The bell of Nanban-ji is a Jesuit bell made in Portugal in 1577. The bell was used at Nanbanji Church, which was established by Jesuit Father Gnecchi-Soldo Organtino with the support of Oda Nobunaga in 1576. However, the church was destroyed in 1587 because Regent Toyotomi Hideyoshi made the first law against Christians in Japan. The Bell came to Shunkō-in during the Edo period. During World War II, the grandfather of the present vice-abbot buried the bell in the temple gardens to prevent destruction by the state authorities.

== Kirishitan lantern==

The Edo period (between 1603 and 1867) was the dark age of Japanese Christians. Christianity was banned, and Christians were systematically eliminated by the Tokugawa shogunate, or Edo bakufu. However, some Christians kept their faith and hid their religious identity. Those hidden Christians made their crosses and graves to resemble the Buddhist statues, pagodas, and stone lanterns.

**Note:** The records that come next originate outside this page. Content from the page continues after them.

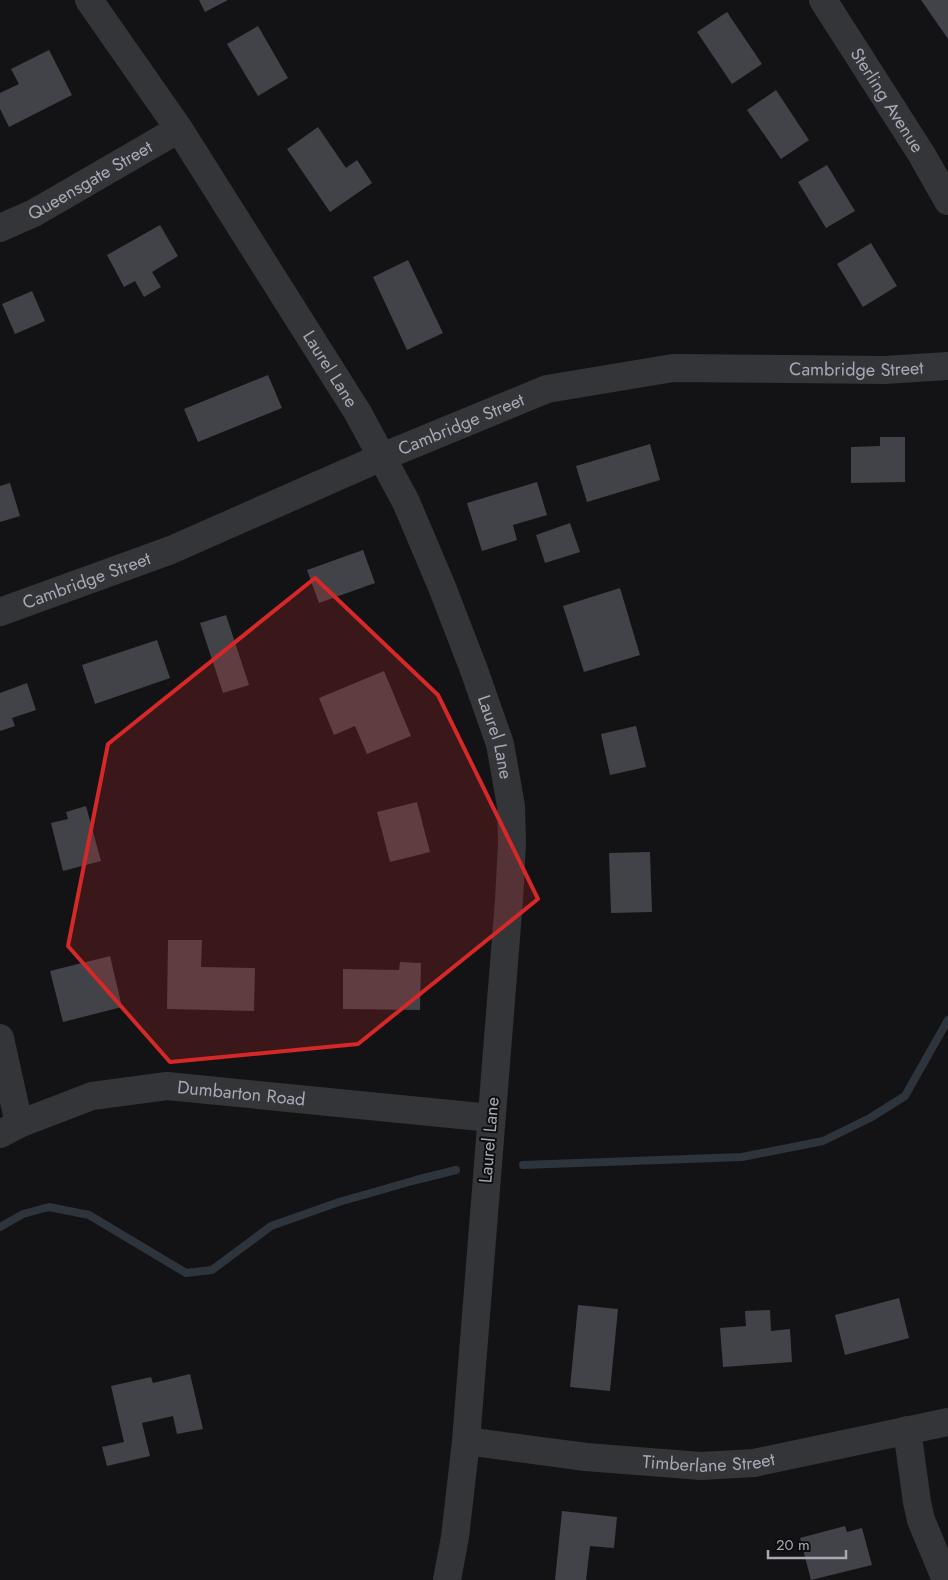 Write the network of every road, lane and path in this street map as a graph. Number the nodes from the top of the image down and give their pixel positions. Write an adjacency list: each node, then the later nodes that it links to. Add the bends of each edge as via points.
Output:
1 (88, 0): 3 (street, Laurel Lane)
2 (823, 0): 4 (street, Sterling Avenue, via 922,155)
3 (179, 129): 5 (street, Queensgate Street, via 34,213); 7 (street, Laurel Lane, via 358,413)
4 (948, 202)
5 (0, 228)
6 (948, 366): 7 (street, Cambridge Street, via 885,370 673,368 547,389)
7 (382, 457): 8 (street, Cambridge Street, via 171,550); 10 (street, Laurel Lane, via 406,502 474,670 500,744 511,806 509,900)
8 (0, 612)
9 (0, 1038): 11 (street)
10 (490, 1118): 11 (street, Dumbarton Road, via 167,1086 92,1096); 14 (street, Laurel Lane)
11 (10, 1129)
12 (948, 1422): 13 (street, Timberlane Street)
13 (907, 1430): 14 (street, Timberlane Street, via 730,1466 586,1456); 16 (street, via 921,1520)
14 (466, 1441): 15 (street, Laurel Lane)
15 (447, 1580)
16 (946, 1580) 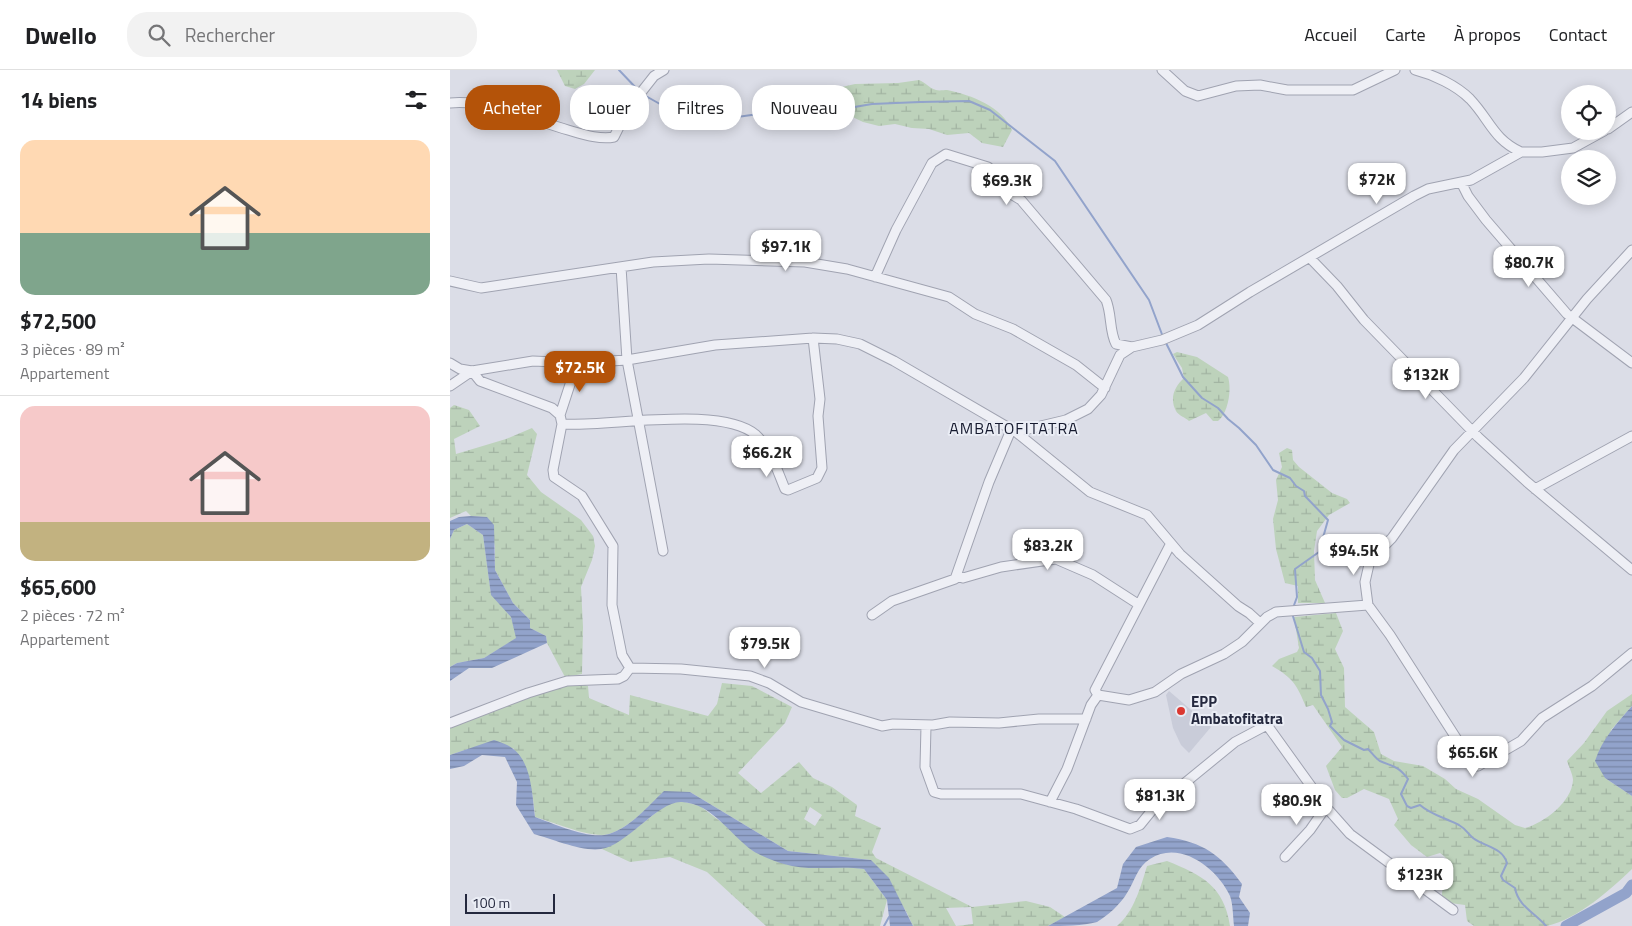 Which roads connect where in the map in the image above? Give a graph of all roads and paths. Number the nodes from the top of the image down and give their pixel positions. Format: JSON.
{"nodes":[{"id":1,"x":664,"y":70,"type":"edge"},
{"id":2,"x":1162,"y":70,"type":"edge"},
{"id":3,"x":1396,"y":70,"type":"edge"},
{"id":4,"x":1415,"y":70,"type":"edge"},
{"id":5,"x":450,"y":102,"type":"edge"},
{"id":6,"x":1632,"y":112,"type":"edge"},
{"id":7,"x":1616,"y":123,"type":"edge"},
{"id":8,"x":1588,"y":140,"type":"edge"},
{"id":9,"x":1521,"y":152,"type":"junction"},
{"id":10,"x":1461,"y":182,"type":"junction"},
{"id":11,"x":1632,"y":250,"type":"edge"},
{"id":12,"x":1310,"y":258,"type":"junction"},
{"id":13,"x":621,"y":267,"type":"junction"},
{"id":14,"x":875,"y":277,"type":"junction"},
{"id":15,"x":450,"y":281,"type":"edge"},
{"id":16,"x":1572,"y":317,"type":"junction"},
{"id":17,"x":813,"y":338,"type":"junction"},
{"id":18,"x":1132,"y":347,"type":"junction"},
{"id":19,"x":627,"y":360,"type":"junction"},
{"id":20,"x":450,"y":362,"type":"edge"},
{"id":21,"x":577,"y":363,"type":"junction"},
{"id":22,"x":1632,"y":363,"type":"edge"},
{"id":23,"x":472,"y":371,"type":"junction"},
{"id":24,"x":450,"y":386,"type":"edge"},
{"id":25,"x":1105,"y":388,"type":"junction"},
{"id":26,"x":561,"y":420,"type":"junction"},
{"id":27,"x":640,"y":421,"type":"junction"},
{"id":28,"x":1472,"y":430,"type":"junction"},
{"id":29,"x":1014,"y":431,"type":"junction"},
{"id":30,"x":1632,"y":436,"type":"edge"},
{"id":31,"x":1535,"y":489,"type":"junction"},
{"id":32,"x":1170,"y":545,"type":"junction"},
{"id":33,"x":663,"y":551,"type":"dead end"},
{"id":34,"x":1632,"y":570,"type":"edge"},
{"id":35,"x":957,"y":576,"type":"junction"},
{"id":36,"x":1138,"y":604,"type":"junction"},
{"id":37,"x":1368,"y":604,"type":"junction"},
{"id":38,"x":1276,"y":612,"type":"junction"},
{"id":39,"x":1249,"y":613,"type":"junction"},
{"id":40,"x":872,"y":615,"type":"dead end"},
{"id":41,"x":1260,"y":623,"type":"junction"},
{"id":42,"x":1632,"y":653,"type":"edge"},
{"id":43,"x":630,"y":668,"type":"junction"},
{"id":44,"x":1098,"y":695,"type":"junction"},
{"id":45,"x":1086,"y":719,"type":"junction"},
{"id":46,"x":450,"y":723,"type":"edge"},
{"id":47,"x":926,"y":726,"type":"junction"},
{"id":48,"x":1050,"y":802,"type":"junction"},
{"id":49,"x":1326,"y":808,"type":"junction"},
{"id":50,"x":1285,"y":858,"type":"dead end"},
{"id":51,"x":1453,"y":910,"type":"dead end"}],
"edges":[{"from":1,"to":5,"type":"street"},
{"from":2,"to":3,"type":"street"},
{"from":4,"to":9,"type":"street"},
{"from":6,"to":7,"type":"street"},
{"from":8,"to":9,"type":"street"},
{"from":9,"to":10,"type":"street"},
{"from":10,"to":12,"type":"street"},
{"from":10,"to":16,"type":"street"},
{"from":11,"to":16,"type":"street"},
{"from":12,"to":18,"type":"street"},
{"from":12,"to":28,"type":"street"},
{"from":13,"to":14,"type":"street"},
{"from":13,"to":15,"type":"street"},
{"from":13,"to":19,"type":"street"},
{"from":14,"to":18,"type":"street"},
{"from":14,"to":25,"type":"street"},
{"from":16,"to":22,"type":"street"},
{"from":16,"to":28,"type":"street"},
{"from":17,"to":19,"type":"street"},
{"from":17,"to":27,"type":"street"},
{"from":17,"to":29,"type":"street"},
{"from":18,"to":25,"type":"street"},
{"from":19,"to":21,"type":"street"},
{"from":19,"to":27,"type":"street"},
{"from":20,"to":23,"type":"street"},
{"from":21,"to":23,"type":"street"},
{"from":21,"to":26,"type":"street"},
{"from":23,"to":24,"type":"street"},
{"from":23,"to":26,"type":"street"},
{"from":25,"to":29,"type":"street"},
{"from":26,"to":27,"type":"street"},
{"from":26,"to":43,"type":"street"},
{"from":27,"to":33,"type":"street"},
{"from":28,"to":31,"type":"street"},
{"from":28,"to":37,"type":"street"},
{"from":29,"to":32,"type":"street"},
{"from":29,"to":35,"type":"street"},
{"from":30,"to":31,"type":"street"},
{"from":31,"to":34,"type":"street"},
{"from":32,"to":36,"type":"street"},
{"from":32,"to":39,"type":"street"},
{"from":35,"to":36,"type":"street"},
{"from":35,"to":40,"type":"street"},
{"from":36,"to":44,"type":"street"},
{"from":37,"to":38,"type":"street"},
{"from":37,"to":42,"type":"street"},
{"from":38,"to":39,"type":"street"},
{"from":38,"to":41,"type":"street"},
{"from":39,"to":41,"type":"street"},
{"from":41,"to":44,"type":"street"},
{"from":43,"to":46,"type":"street"},
{"from":43,"to":47,"type":"street"},
{"from":44,"to":45,"type":"street"},
{"from":45,"to":47,"type":"street"},
{"from":45,"to":48,"type":"street"},
{"from":47,"to":48,"type":"street"},
{"from":48,"to":49,"type":"street"},
{"from":49,"to":50,"type":"street"},
{"from":49,"to":51,"type":"street"}]}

Shunkō-in's hidden Christian lantern is one of those religious objects.

== The Garden of Boulders, or Sazareishi-no-niwa ==

The Garden of Boulders, or Sazareishi-no-niwa, is the main garden of Shunkō-in. The theme of the garden is Ise Shrine, or Ise Jingū, in Mie Prefecture. Ise Shrine is the head shrine of all Shinto shrines in Japan. This garden houses a forest to Amaterasu-ōmikami, a sun goddess, and a shrine to Toyouke-no-ōmikami, a goddess of agriculture. It is common to see Buddhist and Shintō objects enshrined at the same place in Japan because until the Meiji period (in the late 19th and early 20th century), it was a popular belief in Japan that Shinto deities are various forms of the Buddha that existed to save people.

== Sliding door panels, or fusuma-e, by Eigaku Kanō ==

Several sliding door panels at Shunkōin were painted by Kanō Eigaku. Some of the paintings have Confucian teachings as their theme. Confucianism was very important to samurai, or warriors, during the Edo period because Confucianism taught samurai about honor, loyalty, and honesty.

== Azaleas of D.T. Suzuki ==

Shunkō-in was one of the most important places in Japanese Buddhist philosophy in the early 20th century. D. T. Suzuki and Shin'ichi Hisamatsu, who are two of the most famous Japanese Zen Buddhist philosophers, discussed the future of Japanese Buddhism at this temple. There are azaleas planted by D.T. Suzuki in the front garden of Shunkō-in.

== LGBT ally ==
Although there is no legal recognition for same-sex marriage in Japan, in June 2011, the deputy head abbot of Kyoto's Shunkō-in Zen temple announced that the temple would perform same-sex marriage ceremonies in the temple as part of Gay and Lesbian Pride Month.